Challenger sells mortgage business to NAB

Ian Rogers
National Australia Bank, historically, considered the broking channel largely incompatible with its own business model - too hard to work with, too unprofitable and too much trouble to rate an area for change in an organisation with plenty of other projects on its plate.

Now NAB like the mortgage broking channel sufficiently to want to buy several of them.

NAB, metropolitan newspapers widely report this morning, has agreed to buy the mortgage distribution and mortgage management business of Challenger Financial Services. NAB and Challenger are likely to confirm details today.
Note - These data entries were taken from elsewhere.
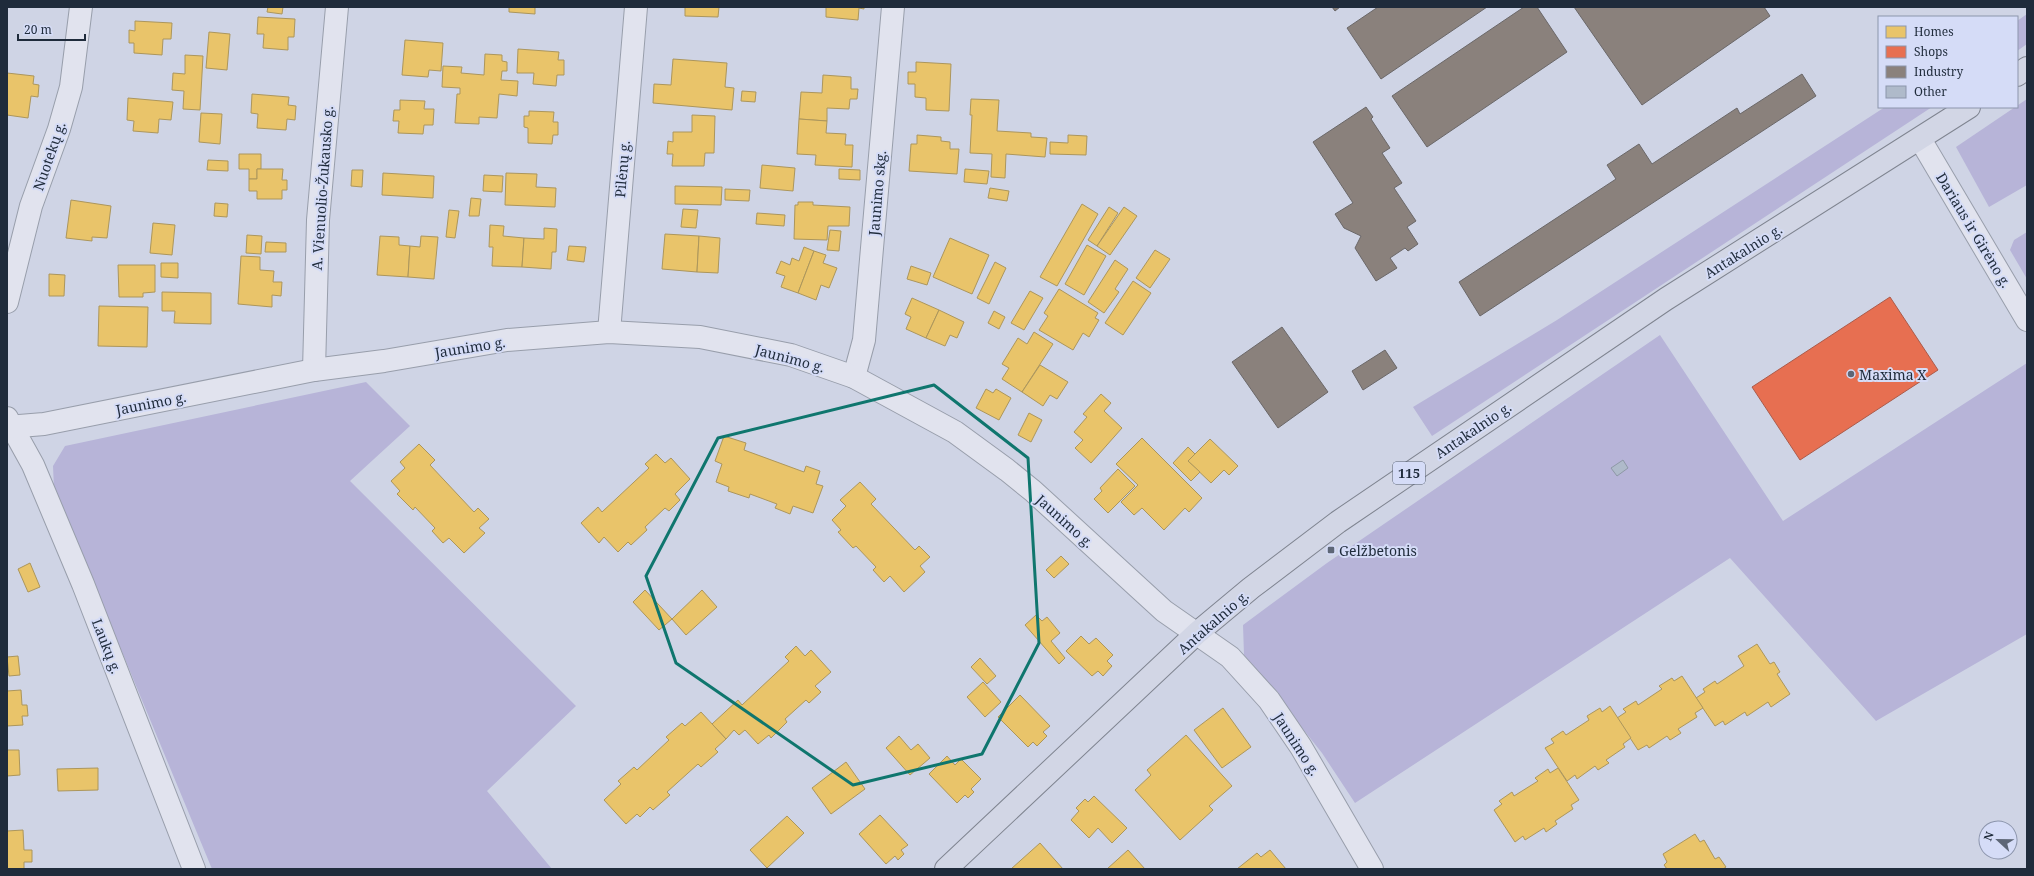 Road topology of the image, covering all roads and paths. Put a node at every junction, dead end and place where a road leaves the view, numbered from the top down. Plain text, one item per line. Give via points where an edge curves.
1 (81, 7) edge
2 (337, 7) edge
3 (636, 7) edge
4 (893, 7) edge
5 (2027, 68) edge
6 (2018, 74) edge
7 (1967, 108) edge
8 (1920, 139) junction
9 (7, 302) edge
10 (2027, 320) edge
11 (609, 332) junction
12 (314, 370) junction
13 (854, 377) junction
14 (8, 424) edge
15 (1197, 633) junction
16 (194, 869) edge
17 (946, 869) edge
18 (1372, 869) edge

1 - 9 street, Nuotekų g. via 71,87 59,129 31,206
2 - 12 street, A. Vienuolio-Žukausko g. via 318,220
3 - 11 street, Pilėnų g.
4 - 13 street, Jaunimo skg. via 864,340
5 - 6 main road
7 - 8 main road, Antakalnio g. / 115
8 - 10 street, Dariaus ir Girėno g.
8 - 15 main road, Antakalnio g. / 115 via 1666,299 1350,513 1251,588
11 - 12 street, Jaunimo g. via 507,340
11 - 13 street, Jaunimo g. via 700,337 791,355
12 - 14 street, Jaunimo g. via 44,424
13 - 15 street, Jaunimo g. via 955,432 1007,470 1164,612
14 - 16 street, Laukų g. via 33,465 83,584
15 - 17 main road, Antakalnio g. / 115
15 - 18 street, Jaunimo g. via 1230,657 1269,700 1301,747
The strategic rationale, for NAB, appears to centre on the mortgage "aggregators" rolled up by Challenger two years ago: Choice Aggregation Services, PLAN Australia, FAST and presumably also the 40 per cent stake in Homeloans Limited (the latter being a mortgage manager rather than an aggregator).

NAB may see less merit in the mortgage funding business of Challenger, acquired from Interstar in 2003.

This business was a creature of, and dependent on, the securitisation boom.

While better placed than Rams and Wizard in the prime home loans space (whose owners sold the brand and network, but not the back book, to Westpac and Aussie respectively) Challenger's mortgage funding business faltered in the first phase of the credit crunch from mid 2007 and became increasingly stressed as the second wave hit in late 2008.

Challenger's management persisted with plans to invest in aggregators (which manage relationships with lenders and supply IT and training to a myriad of small brokers).

This strategy may have generated some value for Challenger even as new business dried up on the funding side.

The Australian reported NAB may pay at least $330 million and the Sydney Morning Herald reported NAB may pay as much as $400 million.

Challenger said back in February that its return on net assets in mortgage management was steady at 22 per cent in the December 2008 half, up from 20 per cent in the June 2008 half, but steady with the December 2007 half.

The lending book declined by 13 per cent to $18.9 billion over the year to March 2009.

Mortgages under administration at March 2009 were $73 billion.